JP4804004B2 - 関節軟骨細胞外マトリクス分解阻害剤

Info

Publication number: JP4804004B2
Application number: JP2004530568A
Authority: JP
Inventors: 昇山地; 信昭新堂; 央寺田
Original assignee: Astellas Pharma Inc
Current assignee: Astellas Pharma Inc
Priority date: 2002-08-20
Filing date: 2003-08-19
Publication date: 2011-10-26
Anticipated expiration: 2023-08-19
Also published as: JP2009137979A; EP1547617A4; EP1547617B1; DE60332367D1; EP1547617A1; CA2495354A1; WO2004017996A1; US20050272647A1; ATE465757T1; JPWO2004017996A1; AU2003254951A1; ES2342378T3

Description

本発明は、骨関節炎、関節リウマチ、変形性関節症などの関節疾患の治療剤として有用な関節軟骨細胞外マトリクス分解阻害剤に関する。
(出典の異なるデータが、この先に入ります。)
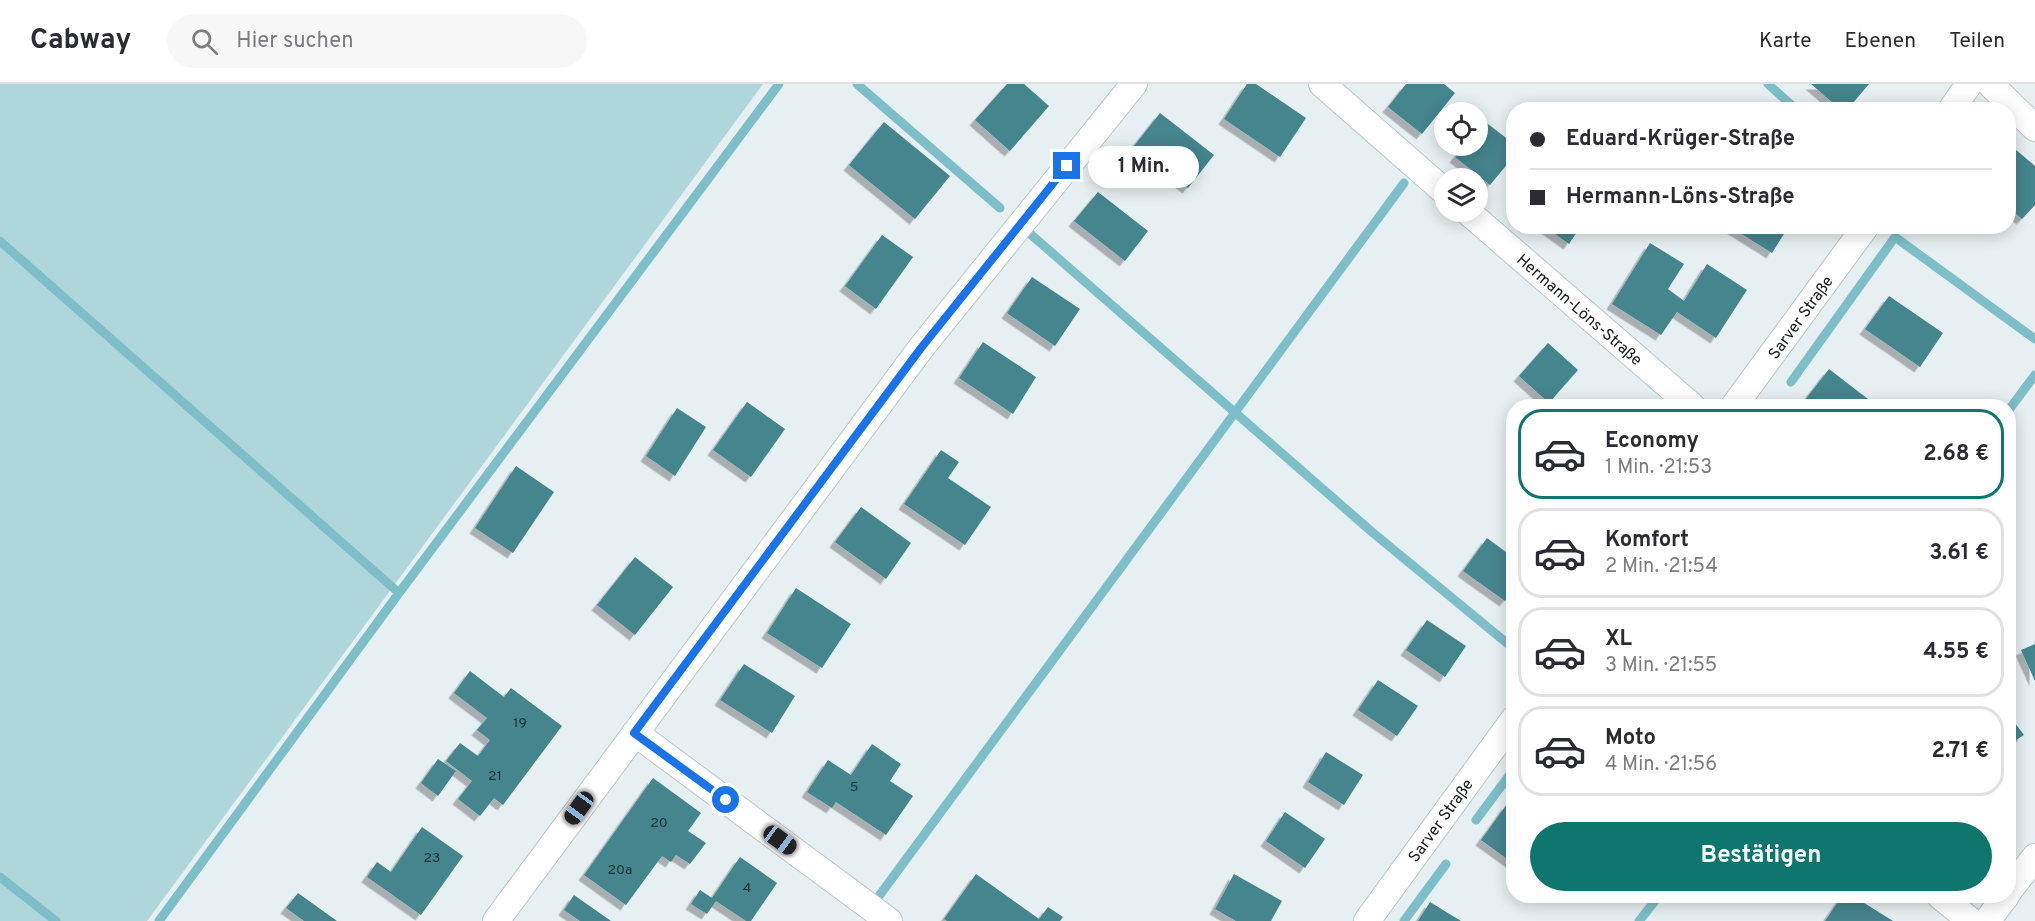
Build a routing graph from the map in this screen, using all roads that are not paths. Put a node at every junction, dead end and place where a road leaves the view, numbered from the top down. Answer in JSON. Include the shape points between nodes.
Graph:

細胞の核内のＤＮＡはヌクレオソームを基本としたクロマチン構造を形成している。ヌクレオソームはコアヒストン（ヒストンＨ２Ａ，Ｈ２Ｂ，Ｈ３，Ｈ４それぞれ２分子ずつから成る８量体）とＤＮＡとが巻き付いた構造体で、ヒストンＮ末端に存在する正電荷を帯びたリジン残基は負電荷を帯びたＤＮＡと電荷的に安定な状態を形成することでヌクレオソームは高次に折り畳まれた状態で存在している（Ｗｏｌｆｆｅ，Ａ．Ｒ．ｅｔａｌＣｅｌｌ８４，８１７−８１９，１９９６）。核内で遺伝子の転写反応が起こるためにはその構造を解けた状態にして、様々な転写因子がＤＮＡに接触できるようにすることが必要である。転写が抑制されている遺伝子領域のヒストンはアセチル化の程度は少なく、活発に転写が起こっている遺伝子領域のヒストンは強くアセチル化されているといったように、ヒストンのアセチル化と転写活性化の関連性が以前より知られていた（Ｈｅｂｂｅｓ，Ｔ．Ｒ．ｅｔａｌＥＭＢＯＪ．７，１３９５−１４０２，１９８８、Ｇｒｕｎｓｔｅｉｎ，Ｍ．ｅｔａｌＮａｔｕｒｅ３８９，３４９−３５２，１９９７）。ヌクレオソーム中のヒストンのリジン残基がアセチル化されるとその正電荷は中和され、ヌクレオソーム構造が弛緩することで様々な転写因子がＤＮＡに接触できるようになり、転写が起こりやすくなると考えられている（Ｈｏｎｇ，Ｌ．ｅｔａｌＪ．Ｂｉｏｌ．Ｃｈｅｍ．２６８，３０５−３１４，１９９３）。
ヒストンのアセチル化はヒストンアセチル化酵素（ヒストンアセチルトランスフェラーゼ（ＨｉｓｔｏｎｅＡｃｅｔｙｌｔｒａｎｓｆｅｒａｓｅ）；ＨＡＴ）とヒストン脱アセチル化酵素（ヒストンデアセチラーゼ（ＨｉｓｔｏｎｅＤｅａｃｅｔｙｌａｓｅ）；ＨＤＡＣ）とのバランスによって制御されていることが知られており、近年、いくつかのＨＡＴ並びにＨＤＡＣが同定されその転写調節における重要性が報告されている（Ｏｇｒｙｚｋｏ，Ｖ．Ｖ．ｅｔａｌＣｅｌｌ８７，９５３−９５９，１９９６、Ｂｒｏｗｎ，Ｃ．Ｅ．ｅｔａｌＴｒｅｎｄｓＢｉｏｃｈｅｍ．Ｓｃｉ．２５（１），１５−１９，２０００、Ｇｒｏｚｉｎｇｅｒ，Ｃ．Ｍ．ｅｔａｌＰｒｏｃ．Ｎａｔｌ．Ａｃａｄ．Ｓｃｉ．ＵＳＡ９６，４８６８−４８７３，１９９９）。
一方で、細胞周期停止、形質転換細胞の形態正常化、分化誘導など多彩な作用を有する酪酸は、細胞内に高アセチル化ヒストンを蓄積させ、ＨＤＡＣ阻害作用を有することが以前より知られていた（Ｃｏｕｎｓｅｎｓ，Ｌ．Ｓ．ｅｔａｌＪ．Ｂｉｏｌ．Ｃｈｅｍ．２５４，１７１６−１７２３，１９７９）。また、微生物代謝産物のＴｒｉｃｈｏｓｔａｔｉｎＡ（ＴＳＡ）は細胞周期の停止、分化誘導を示すことが知られていたが（Ｙｏｓｈｉｄａ，Ｍ．ｅｔａｌＣａｎｃｅｒＲｅｓ４７，３６８８−３６９１，１９８７、Ｙｏｓｈｉｄａ，Ｍ．ｅｔａｌＥｘｐ．ＣｅｌｌＲｅｓ１７７，１２２−１３１，１９８８）、細胞内に高アセチル化ヒストンを蓄積させ、部分精製したＨＤＡＣを用いた検討からＴＳＡが強力なＨＤＡＣ阻害剤であることが明らかとなった（Ｙｏｓｈｉｄａ，Ｍ．ｅｔａｌＪ．Ｂｉｏｌ．Ｃｈｅｍ．２６５，１７１７４−１７１７９，１９９０）。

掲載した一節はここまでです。